Records drawn from a dataset:
-- Opening Marker --
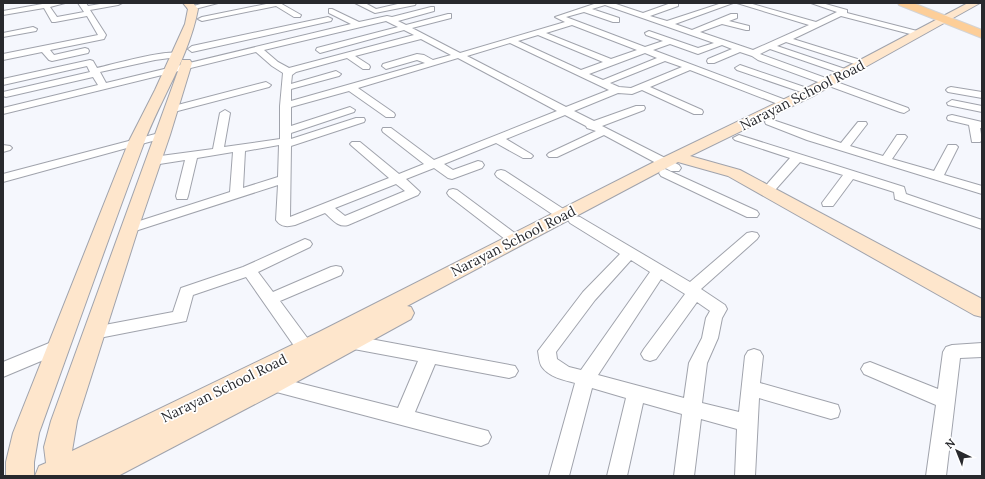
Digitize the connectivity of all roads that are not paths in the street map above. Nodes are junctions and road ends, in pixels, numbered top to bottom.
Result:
1 (61, 3) edge
2 (118, 3) edge
3 (359, 3) edge
4 (412, 3) edge
5 (605, 3) edge
6 (627, 3) edge
7 (729, 3) edge
8 (741, 3) edge
9 (815, 3) edge
10 (902, 3) edge
11 (916, 3) edge
12 (975, 3) edge
13 (674, 4) dead end
14 (826, 4) edge
15 (46, 6) junction
16 (616, 6) junction
17 (982, 6) edge
18 (200, 7) edge
19 (85, 8) edge
20 (431, 9) dead end
21 (584, 9) junction
22 (332, 11) dead end
23 (841, 14) junction
24 (7, 15) edge
25 (297, 15) dead end
26 (448, 16) dead end
27 (642, 16) junction
28 (734, 16) dead end
29 (328, 19) dead end
30 (951, 19) junction
31 (391, 20) junction
32 (616, 20) dead end
33 (721, 21) junction
34 (571, 22) junction
35 (667, 24) junction
36 (358, 25) junction
37 (817, 25) junction
38 (406, 28) junction
39 (746, 28) dead end
40 (982, 28) edge
41 (33, 29) dead end
42 (344, 29) junction
43 (538, 32) junction
44 (649, 33) dead end
45 (691, 33) junction
46 (918, 34) junction
47 (982, 34) edge
48 (3, 35) edge
49 (422, 36) junction
50 (574, 36) dead end
51 (606, 36) junction
52 (786, 39) junction
53 (49, 40) dead end
54 (360, 40) junction
55 (509, 40) junction
56 (559, 41) junction
57 (670, 41) junction
58 (721, 43) junction
59 (770, 46) junction
60 (574, 47) junction
61 (3, 49) edge
62 (44, 49) junction
63 (257, 49) junction
64 (739, 49) junction
65 (320, 50) dead end
66 (531, 50) junction
67 (85, 51) dead end
68 (646, 51) junction
69 (29, 52) junction
70 (754, 53) junction
71 (458, 55) junction
72 (184, 56) junction
73 (349, 56) junction
74 (546, 57) junction
75 (3, 58) edge
76 (664, 58) junction
77 (711, 61) dead end
78 (35, 62) dead end
79 (432, 63) junction
80 (612, 63) junction
81 (864, 64) junction
82 (386, 66) dead end
83 (366, 67) dead end
84 (690, 67) junction
85 (740, 68) dead end
86 (95, 72) junction
87 (289, 72) junction
88 (336, 74) dead end
89 (582, 74) junction
90 (839, 80) junction
91 (3, 82) edge
92 (602, 83) junction
93 (266, 84) dead end
94 (103, 86) junction
95 (350, 87) junction
96 (643, 87) junction
97 (286, 88) junction
98 (617, 90) junction
99 (951, 90) dead end
100 (810, 92) junction
101 (6, 94) dead end
102 (982, 95) edge
103 (952, 103) dead end
104 (787, 104) junction
105 (285, 106) junction
106 (640, 108) dead end
107 (982, 109) edge
108 (170, 110) junction
109 (350, 110) dead end
110 (563, 110) junction
111 (904, 110) dead end
112 (3, 111) edge
113 (698, 112) dead end
114 (225, 113) dead end
115 (390, 115) dead end
116 (952, 118) dead end
117 (360, 120) dead end
118 (770, 122) junction
119 (862, 124) dead end
120 (978, 124) edge
121 (592, 126) junction
122 (387, 130) dead end
123 (603, 132) junction
124 (163, 135) junction
125 (902, 137) dead end
126 (496, 138) junction
127 (739, 138) junction
128 (286, 139) junction
129 (976, 140) dead end
130 (137, 141) junction
131 (356, 144) dead end
132 (952, 147) dead end
133 (239, 148) junction
134 (843, 148) junction
135 (218, 151) junction
136 (554, 155) dead end
137 (192, 156) junction
138 (527, 156) dead end
139 (798, 157) junction
140 (153, 161) junction
141 (885, 161) junction
142 (433, 163) junction
143 (478, 165) dead end
144 (674, 165) junction
145 (501, 174) dead end
146 (850, 174) junction
147 (937, 177) junction
148 (3, 178) edge
149 (398, 178) junction
150 (284, 179) junction
151 (982, 190) edge
152 (454, 193) dead end
153 (236, 195) junction
154 (776, 195) junction
155 (182, 196) dead end
156 (828, 203) dead end
157 (326, 207) junction
158 (752, 214) dead end
159 (569, 218) junction
160 (982, 225) edge
161 (129, 229) junction
162 (752, 236) dead end
163 (515, 240) junction
164 (306, 244) dead end
165 (629, 253) junction
166 (892, 263) junction
167 (248, 271) junction
168 (336, 271) dead end
169 (659, 271) junction
170 (693, 291) junction
171 (270, 299) junction
172 (982, 309) edge
173 (982, 316) edge
174 (94, 333) junction
175 (349, 342) junction
176 (59, 346) junction
177 (305, 348) junction
178 (982, 350) edge
179 (650, 354) dead end
180 (754, 356) dead end
181 (429, 357) junction
182 (870, 369) dead end
183 (3, 370) edge
184 (509, 372) dead end
185 (585, 379) junction
186 (271, 384) junction
187 (750, 388) junction
188 (636, 393) junction
189 (945, 400) junction
190 (692, 408) junction
191 (831, 411) dead end
192 (403, 418) junction
193 (747, 423) junction
194 (481, 437) dead end
195 (57, 474) edge
196 (20, 476) edge
197 (90, 476) edge
198 (559, 476) edge
199 (617, 476) edge
200 (684, 476) edge
201 (745, 476) edge
202 (936, 476) edge

1 - 15 street
2 - 19 street
3 - 4 street
5 - 16 street
5 - 21 street
6 - 16 street
7 - 35 street
8 - 37 street
9 - 14 street
10 - 30 main road
11 - 30 main road
12 - 30 street, Narayan School Road
13 - 27 street
14 - 23 street
15 - 19 street
15 - 24 street
16 - 27 street
17 - 30 street
18 - 25 street
18 - 72 street
19 - 62 street
20 - 31 street
21 - 32 street
21 - 34 street
22 - 36 street
23 - 37 street
23 - 46 street
26 - 38 street
27 - 35 street
28 - 33 street
29 - 72 street
30 - 40 main road
30 - 46 street, Narayan School Road
30 - 47 main road
30 - 90 street
31 - 36 street
31 - 38 street
33 - 39 street
33 - 45 street
34 - 43 street
34 - 51 street
35 - 45 street
36 - 42 street
37 - 52 street
38 - 49 street
38 - 54 street
41 - 48 street
42 - 54 street
42 - 63 street
43 - 55 street
43 - 56 street
44 - 57 street
45 - 58 street
46 - 81 street, Narayan School Road
49 - 71 street
49 - 73 street
50 - 56 street
51 - 60 street
51 - 68 street
52 - 59 street
52 - 81 street
53 - 61 street
54 - 65 street
55 - 66 street
55 - 71 street
56 - 60 street
56 - 66 street
57 - 58 street
57 - 68 street
58 - 64 street
59 - 70 street
59 - 90 street
60 - 74 street
60 - 80 street
62 - 67 street
62 - 69 street
63 - 72 street
63 - 87 street
64 - 70 street
64 - 77 street
66 - 74 street
68 - 76 street
68 - 80 street
69 - 75 street
69 - 78 street
70 - 90 street
71 - 79 street
71 - 110 street
72 - 86 street
72 - 94 street
72 - 108 street
72 - 130 street
73 - 83 street
73 - 87 street
74 - 89 street
76 - 84 street
76 - 92 street
79 - 82 street
79 - 95 street
80 - 89 street
81 - 90 street, Narayan School Road
84 - 96 street
84 - 104 street
85 - 100 street
86 - 91 street
86 - 94 street
86 - 101 street
87 - 97 street
88 - 97 street
89 - 92 street
90 - 100 street, Narayan School Road
90 - 111 street
90 - 118 street
92 - 98 street
93 - 108 street
94 - 112 street
95 - 105 street
95 - 115 street
96 - 98 street
96 - 113 street
97 - 105 street
98 - 110 street
99 - 102 street
100 - 104 street, Narayan School Road
103 - 107 street
104 - 144 street, Narayan School Road
105 - 128 street
106 - 121 street
108 - 124 street
109 - 128 street
110 - 121 street
110 - 126 street
114 - 135 street
116 - 120 street
117 - 128 street
118 - 127 street
118 - 134 street
119 - 134 street
120 - 129 street
121 - 123 street
122 - 142 street
123 - 136 street
123 - 144 street
124 - 130 street
124 - 140 street
125 - 141 street
126 - 138 street
126 - 142 street
127 - 139 street
127 - 144 street
128 - 133 street
128 - 150 street
130 - 148 street
130 - 176 street
131 - 149 street
132 - 147 street
133 - 135 street
133 - 153 street
134 - 141 street
135 - 137 street
137 - 140 street
137 - 155 street
139 - 146 street
139 - 154 street
140 - 161 street
141 - 147 street
142 - 143 street
142 - 149 street
144 - 154 street
144 - 158 street
144 - 159 street, Narayan School Road
145 - 159 street
146 - 156 street
146 - 160 street
147 - 151 street
149 - 157 street
149 - 157 street
150 - 153 street
150 - 157 street
152 - 163 street
153 - 161 street
154 - 166 street
159 - 163 street, Narayan School Road
159 - 165 street
159 - 175 street
161 - 174 street
162 - 170 street
163 - 177 street, Narayan School Road
164 - 167 street
165 - 169 street
165 - 185 street
166 - 172 street
166 - 173 street
167 - 171 street
167 - 174 street
168 - 171 street
169 - 170 street
169 - 185 street
170 - 179 street
170 - 190 street
171 - 177 street
174 - 195 street
175 - 181 street
175 - 186 street
176 - 183 street
176 - 196 street
177 - 195 street, Narayan School Road
178 - 189 street
180 - 187 street
181 - 184 street
181 - 192 street
182 - 189 street
185 - 188 street
185 - 198 street
186 - 192 street
186 - 197 street
187 - 191 street
187 - 193 street
188 - 190 street
188 - 199 street
189 - 202 street
190 - 193 street
190 - 200 street
192 - 194 street
193 - 201 street

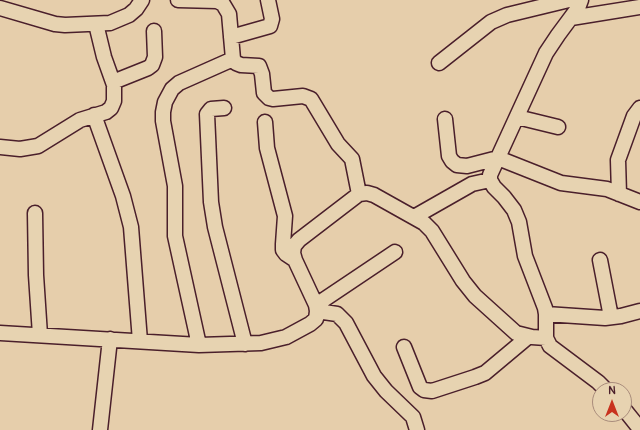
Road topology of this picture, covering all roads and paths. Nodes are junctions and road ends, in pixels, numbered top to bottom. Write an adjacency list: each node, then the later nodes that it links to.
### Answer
1 (142, 0): 10 (street)
2 (178, 0): 3 (street)
3 (209, 0): 12 (street)
4 (268, 0): 12 (street)
5 (569, 0): 14 (street)
6 (581, 0): 9 (street)
7 (640, 7): 9 (street)
8 (0, 8): 10 (street)
9 (571, 18): 19 (street)
10 (96, 24): 15 (street)
11 (154, 31): 15 (street)
12 (231, 37): 13 (street)
13 (233, 59): 26 (street); 45 (street)
14 (439, 63)
15 (113, 82): 18 (street)
16 (224, 108): 44 (street)
17 (640, 108): 27 (street)
18 (94, 115): 23 (street); 43 (street)
19 (517, 117): 22 (street); 24 (street)
20 (445, 119): 24 (street)
21 (265, 122): 32 (street)
22 (558, 127)
23 (0, 147)
24 (498, 158): 25 (street); 27 (street)
25 (490, 180): 30 (street); 36 (street)
26 (359, 194): 30 (street); 32 (street)
27 (619, 194): 28 (street)
28 (640, 202)
29 (35, 213): 39 (street)
30 (414, 217): 40 (street)
31 (395, 252): 34 (street)
32 (295, 260): 34 (street)
33 (600, 260): 37 (street)
34 (317, 308): 44 (street); 51 (street)
35 (640, 311): 37 (street)
36 (546, 314): 37 (street); 41 (street)
37 (611, 317)
38 (0, 333): 39 (street)
39 (40, 335): 42 (street)
40 (528, 336): 41 (street); 46 (street)
41 (546, 338): 47 (street)
42 (110, 340): 43 (street); 50 (street)
43 (140, 341): 45 (street)
44 (245, 344): 45 (street)
45 (199, 345)
46 (404, 347)
47 (598, 382)
48 (632, 419): 49 (street)
49 (640, 429)
50 (100, 430)
51 (417, 430)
-- Closing Marker --
# What to do:
The expected result is every line above containing the string "Narayan".

# Response to this exercise:
12 - 30 street, Narayan School Road
30 - 46 street, Narayan School Road
46 - 81 street, Narayan School Road
81 - 90 street, Narayan School Road
90 - 100 street, Narayan School Road
100 - 104 street, Narayan School Road
104 - 144 street, Narayan School Road
144 - 159 street, Narayan School Road
159 - 163 street, Narayan School Road
163 - 177 street, Narayan School Road
177 - 195 street, Narayan School Road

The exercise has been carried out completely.